While swinging it hard at somebody isn't that chaotic, they can still surprise you and bite you badly. It's the classic "double-edged sword" in the way that real double-edged swords aren't.

Ian 1st November 2015 01:00 PM

Gavin: Thanks for the link to Jet Li. Impressive choreography! The ball on a chain (or fire hose with brass end) is a standard simple pendulum, and I imagine not all that difficult to use in a predictable manner. Some of the uses shown in the video were obviously contrived for effect, but I can see how a ball and chain could be effective, even at relatively close quarters.

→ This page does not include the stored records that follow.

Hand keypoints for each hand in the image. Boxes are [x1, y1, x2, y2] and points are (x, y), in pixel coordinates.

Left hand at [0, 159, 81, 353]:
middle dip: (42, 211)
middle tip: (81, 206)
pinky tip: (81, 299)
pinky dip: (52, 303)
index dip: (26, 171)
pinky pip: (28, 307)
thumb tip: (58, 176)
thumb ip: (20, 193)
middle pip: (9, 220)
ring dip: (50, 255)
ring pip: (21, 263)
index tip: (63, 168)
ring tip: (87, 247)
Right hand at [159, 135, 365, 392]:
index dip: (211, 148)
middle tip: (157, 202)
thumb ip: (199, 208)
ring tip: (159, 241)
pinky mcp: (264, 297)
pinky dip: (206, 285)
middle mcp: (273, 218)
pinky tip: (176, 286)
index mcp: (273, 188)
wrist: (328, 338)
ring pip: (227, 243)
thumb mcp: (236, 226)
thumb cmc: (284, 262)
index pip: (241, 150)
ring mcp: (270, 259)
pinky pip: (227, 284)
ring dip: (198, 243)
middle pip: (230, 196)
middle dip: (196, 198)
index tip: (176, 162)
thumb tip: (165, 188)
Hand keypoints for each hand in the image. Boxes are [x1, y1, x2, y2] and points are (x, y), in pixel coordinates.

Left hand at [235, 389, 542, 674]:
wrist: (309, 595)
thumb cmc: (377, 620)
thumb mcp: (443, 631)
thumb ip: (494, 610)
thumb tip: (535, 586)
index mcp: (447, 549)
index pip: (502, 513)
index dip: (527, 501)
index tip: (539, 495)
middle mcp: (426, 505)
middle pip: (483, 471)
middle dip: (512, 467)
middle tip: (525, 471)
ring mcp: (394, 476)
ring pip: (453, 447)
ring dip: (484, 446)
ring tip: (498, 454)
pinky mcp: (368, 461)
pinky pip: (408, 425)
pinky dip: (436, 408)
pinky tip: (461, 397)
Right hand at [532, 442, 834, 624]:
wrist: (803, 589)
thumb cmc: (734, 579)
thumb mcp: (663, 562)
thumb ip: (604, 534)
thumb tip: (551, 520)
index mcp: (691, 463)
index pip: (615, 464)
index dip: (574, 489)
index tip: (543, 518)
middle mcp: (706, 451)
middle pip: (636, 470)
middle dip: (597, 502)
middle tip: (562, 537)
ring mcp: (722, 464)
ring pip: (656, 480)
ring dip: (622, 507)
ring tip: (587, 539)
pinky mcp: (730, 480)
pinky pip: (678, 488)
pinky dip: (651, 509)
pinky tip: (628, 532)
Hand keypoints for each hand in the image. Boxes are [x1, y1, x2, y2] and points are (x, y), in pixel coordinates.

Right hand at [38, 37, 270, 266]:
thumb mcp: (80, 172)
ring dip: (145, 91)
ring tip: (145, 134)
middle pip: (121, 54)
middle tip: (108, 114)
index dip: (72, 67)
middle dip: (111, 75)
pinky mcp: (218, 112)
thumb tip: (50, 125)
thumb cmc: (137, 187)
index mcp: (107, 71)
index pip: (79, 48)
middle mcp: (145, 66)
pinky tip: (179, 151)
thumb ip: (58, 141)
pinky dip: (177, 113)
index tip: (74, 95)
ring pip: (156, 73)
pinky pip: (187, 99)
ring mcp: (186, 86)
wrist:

Timo: Thanks for your observations on the double pendulum and its behavior at low and high energies. I imagine that the high energy behavior of multiple pendular would be similar if swung in a continuous arc. But for close quarter work, I think one would have to shorten the length, and perhaps revert from a multiple link version to a simple one-link version. I could then see the weapon Andrew posted as being quite effective in close.

Does anyone know the origin of these multi-jointed lever weapons or ball and chain weapons in Asia? I have always thought that they were derived from the agricultural flail that is used to thresh grain. At least that seemed like a logical origin, and there are several references to this origin in Europe. But what about elsewhere?

Ian.

Timo Nieminen 1st November 2015 09:21 PM

I think that there are 3 distinct families of these jointed weapons.

1. Flails derived from agricultural threshing flails. Chinese and Korean military flails are examples. There's a section in the Muye Dobo Tongji, a Korean military manual from the 18th century, on the two-handed flail as a cavalry weapon. Pretty similar to European two-handed flails.

2. Weights or blades on the end of a rope or chain. The chain versions are, I guess, cut-resistant versions of the rope weapons. Compact, easily-hidden, long reach. Probably originated as pure weapons. Possibly for police work or capture, rather than as deadly weapons.

3. Jointed iron whips. These have the weight distributed along their length, and therefore differ from 2 above. They don't look like their modified from agricultural flails, either. Maybe they derive from leather whips? Whips were being used by the Chinese military quite early. By chariot drivers, for whipping the horses. Which would suggest the idea of the whip-chain, at least.

There are various hybrid weapons which don't easily fit any of these categories. A long staff with a long chain with a weight on the end, 3 section staff, possibly nunchuks (are such short-handled flails used by farmers anywhere?). Legend says that the first 3 section staff was made from a two-handed flail with a broken handle.